Animalearn Supports Project Presented to International Audience

Animalearn, the education division of AAVS, has been working on behalf of students and humane educators for over 15 years. As part of this effort, Animalearn regularly attends teacher conferences across the country, has designed educational materials suitable for all grade levels, and created The Science Bank, a free alternatives to dissection lending library. Animalearn has also been instrumental in introducing student choice policies, whereby students who ethically oppose animal dissection can opt out of these exercises and use alternatives instead.

Sometimes this involves a grassroots effort to change a school or district policy. Often, however, student choice policies are enacted at the local municipality or state levels as legislation, further strengthening students’ rights to choose alternatives over animal dissection. Animalearn has taken on a leadership role in implementing individual student choice policies in school districts and cities across the country, as well as statewide legislation in Illinois, New Jersey, and Pennsylvania, to name just a few. Animalearn is currently working on pending legislation in Michigan, Vermont, and Colorado.

It is important to note, however, that local and state legislation protects the rights of students in only primary and secondary education, not those attending college or university. Nonetheless, Animalearn works on behalf of college students, helping them develop student choice policies. Thanks to the Animalearn staff and the hard work of students, such policies have been adopted in several colleges and universities, including Hofstra University, Bryn Mawr College, and the University of Illinois, Urbana- Champaign. Currently, Animalearn is consulting with students and professors from Worcester Polytechnic Institute in Massachusetts to help them create a student choice policy.

The process of creating a student choice policy is a difficult challenge because it must address the needs of both students and professors and appease administrative concerns. In an effort to help explore these issues, Animalearn teamed with Dr. Lynette Hart from the University of California, Davis School of Veterinary Medicine in designing an ethnographic study of professors and students at five colleges and universities with current and /or proposed student choice policies. Ten key factors of concern were identified. They involve: specific academic alternatives; responsibility for locating alternatives; technical knowledge; timing of disclosure of animal usage; preparation for advanced study in the biological sciences; and dialogue between students and faculty. By gathering this information and identifying common areas of recurring problems and concerns in developing student choice policies, Animalearn created a usable template of guidelines for colleges and universities interested in implementing such a plan. The purpose of the template is to help all parties involved in developing a student choice policy to be better informed and, hopefully, to have more understanding of the others’ positions and concerns, facilitating dialogue, cooperation, and quick enactment of new policy.

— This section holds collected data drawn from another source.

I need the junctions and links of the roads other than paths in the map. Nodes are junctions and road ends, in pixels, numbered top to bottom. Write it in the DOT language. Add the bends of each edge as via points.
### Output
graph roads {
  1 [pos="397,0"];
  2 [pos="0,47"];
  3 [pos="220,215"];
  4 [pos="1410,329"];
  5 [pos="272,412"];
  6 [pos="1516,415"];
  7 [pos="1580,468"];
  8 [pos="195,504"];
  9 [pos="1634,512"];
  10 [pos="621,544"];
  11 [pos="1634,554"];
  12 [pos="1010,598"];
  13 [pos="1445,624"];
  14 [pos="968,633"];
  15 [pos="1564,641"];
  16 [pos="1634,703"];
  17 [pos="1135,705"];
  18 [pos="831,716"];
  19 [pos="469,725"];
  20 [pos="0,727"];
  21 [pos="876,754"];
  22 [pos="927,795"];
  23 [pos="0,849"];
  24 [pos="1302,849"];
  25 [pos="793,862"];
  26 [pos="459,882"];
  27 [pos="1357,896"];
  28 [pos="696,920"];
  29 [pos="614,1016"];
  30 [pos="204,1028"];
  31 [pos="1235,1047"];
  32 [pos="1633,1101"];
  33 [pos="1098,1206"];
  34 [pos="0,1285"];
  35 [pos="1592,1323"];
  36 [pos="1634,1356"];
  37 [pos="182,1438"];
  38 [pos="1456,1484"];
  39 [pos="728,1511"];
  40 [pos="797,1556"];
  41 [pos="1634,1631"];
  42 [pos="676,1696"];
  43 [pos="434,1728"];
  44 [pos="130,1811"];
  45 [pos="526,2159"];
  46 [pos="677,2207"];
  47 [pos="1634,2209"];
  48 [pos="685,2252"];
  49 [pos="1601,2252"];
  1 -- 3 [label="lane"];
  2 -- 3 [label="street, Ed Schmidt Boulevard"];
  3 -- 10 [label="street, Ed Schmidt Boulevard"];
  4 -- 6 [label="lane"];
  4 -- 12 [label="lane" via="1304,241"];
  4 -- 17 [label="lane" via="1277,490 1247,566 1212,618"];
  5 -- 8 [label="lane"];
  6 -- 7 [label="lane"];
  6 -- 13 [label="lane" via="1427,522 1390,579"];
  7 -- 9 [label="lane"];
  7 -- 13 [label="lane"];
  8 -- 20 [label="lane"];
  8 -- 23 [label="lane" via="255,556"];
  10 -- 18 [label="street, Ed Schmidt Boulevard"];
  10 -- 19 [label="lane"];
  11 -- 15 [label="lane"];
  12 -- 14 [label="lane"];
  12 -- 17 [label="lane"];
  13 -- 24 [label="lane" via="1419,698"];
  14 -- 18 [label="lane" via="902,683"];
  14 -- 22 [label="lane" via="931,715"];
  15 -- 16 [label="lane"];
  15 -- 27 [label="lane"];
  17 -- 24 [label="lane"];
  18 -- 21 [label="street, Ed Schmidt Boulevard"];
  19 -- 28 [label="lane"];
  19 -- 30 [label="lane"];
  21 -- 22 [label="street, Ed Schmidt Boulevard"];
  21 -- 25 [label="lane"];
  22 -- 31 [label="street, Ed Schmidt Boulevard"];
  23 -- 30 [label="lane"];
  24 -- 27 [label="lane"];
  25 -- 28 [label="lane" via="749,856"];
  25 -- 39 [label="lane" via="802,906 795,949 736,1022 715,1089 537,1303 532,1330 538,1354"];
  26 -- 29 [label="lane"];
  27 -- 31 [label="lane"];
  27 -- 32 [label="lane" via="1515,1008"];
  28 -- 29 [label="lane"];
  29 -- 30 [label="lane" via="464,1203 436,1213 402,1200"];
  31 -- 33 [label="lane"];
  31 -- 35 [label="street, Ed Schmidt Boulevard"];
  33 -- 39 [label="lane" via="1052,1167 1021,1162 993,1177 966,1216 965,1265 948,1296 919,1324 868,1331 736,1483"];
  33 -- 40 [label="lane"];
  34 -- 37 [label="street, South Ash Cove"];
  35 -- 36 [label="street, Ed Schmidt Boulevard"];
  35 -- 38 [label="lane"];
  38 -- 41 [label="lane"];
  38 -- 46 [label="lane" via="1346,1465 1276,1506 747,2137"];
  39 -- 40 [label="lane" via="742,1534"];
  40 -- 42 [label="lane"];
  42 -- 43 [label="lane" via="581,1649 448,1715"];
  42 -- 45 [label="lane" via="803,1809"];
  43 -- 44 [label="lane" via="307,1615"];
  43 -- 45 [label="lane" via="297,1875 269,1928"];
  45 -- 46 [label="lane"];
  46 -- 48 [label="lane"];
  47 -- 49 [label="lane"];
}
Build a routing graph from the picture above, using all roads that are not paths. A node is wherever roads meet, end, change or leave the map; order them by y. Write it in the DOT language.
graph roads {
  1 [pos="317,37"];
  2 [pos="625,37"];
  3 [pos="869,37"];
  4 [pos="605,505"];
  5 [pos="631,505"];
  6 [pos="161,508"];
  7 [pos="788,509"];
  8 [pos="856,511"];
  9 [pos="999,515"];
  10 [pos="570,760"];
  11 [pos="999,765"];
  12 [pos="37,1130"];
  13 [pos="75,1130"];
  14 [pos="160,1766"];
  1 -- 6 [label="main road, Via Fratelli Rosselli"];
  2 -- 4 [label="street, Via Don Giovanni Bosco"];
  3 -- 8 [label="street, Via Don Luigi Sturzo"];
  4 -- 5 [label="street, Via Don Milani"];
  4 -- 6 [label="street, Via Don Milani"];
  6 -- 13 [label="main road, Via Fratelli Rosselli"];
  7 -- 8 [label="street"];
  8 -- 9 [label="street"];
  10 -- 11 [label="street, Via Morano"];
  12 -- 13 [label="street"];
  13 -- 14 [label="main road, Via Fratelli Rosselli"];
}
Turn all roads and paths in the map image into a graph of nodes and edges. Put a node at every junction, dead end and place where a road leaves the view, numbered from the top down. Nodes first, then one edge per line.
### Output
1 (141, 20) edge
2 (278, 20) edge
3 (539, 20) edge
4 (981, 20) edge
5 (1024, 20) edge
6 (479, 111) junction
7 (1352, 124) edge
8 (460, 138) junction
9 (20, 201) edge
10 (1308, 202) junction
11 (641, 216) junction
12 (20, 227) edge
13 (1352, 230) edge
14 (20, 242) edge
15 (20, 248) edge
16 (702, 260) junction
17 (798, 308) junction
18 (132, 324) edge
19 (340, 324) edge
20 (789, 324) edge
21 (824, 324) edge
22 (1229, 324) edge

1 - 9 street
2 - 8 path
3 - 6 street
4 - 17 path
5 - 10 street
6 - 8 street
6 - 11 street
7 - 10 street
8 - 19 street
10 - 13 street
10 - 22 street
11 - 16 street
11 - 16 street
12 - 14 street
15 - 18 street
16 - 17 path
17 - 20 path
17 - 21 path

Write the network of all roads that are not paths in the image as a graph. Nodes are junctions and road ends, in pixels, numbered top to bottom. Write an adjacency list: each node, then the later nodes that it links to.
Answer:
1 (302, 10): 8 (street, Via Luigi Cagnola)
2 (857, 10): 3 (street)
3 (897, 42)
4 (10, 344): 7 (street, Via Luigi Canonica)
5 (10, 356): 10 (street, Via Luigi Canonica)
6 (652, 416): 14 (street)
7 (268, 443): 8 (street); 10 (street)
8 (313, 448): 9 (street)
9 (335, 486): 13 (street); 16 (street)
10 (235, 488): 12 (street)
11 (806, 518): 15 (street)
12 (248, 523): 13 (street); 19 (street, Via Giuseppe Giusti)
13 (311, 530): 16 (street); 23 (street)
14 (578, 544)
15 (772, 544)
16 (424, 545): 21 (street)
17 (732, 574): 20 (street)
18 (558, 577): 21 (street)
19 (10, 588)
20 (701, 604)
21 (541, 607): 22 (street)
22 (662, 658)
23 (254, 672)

Animalearn is proud to be an author of this study, and Laura Ducceschi shared its findings on the best approaches to successfully implement student choice policies at the 6th World Congress on Alternatives & Animal Use in the Life Sciences, in Japan, this summer. The study was presented as a poster presentation that attendees were able to view, and Laura was available to answer questions and discuss student choice policy in more depth. Response to the research was very positive, with both faculty and students from various international universities taking an interest in how these results could affect a proposed policy at their institutions.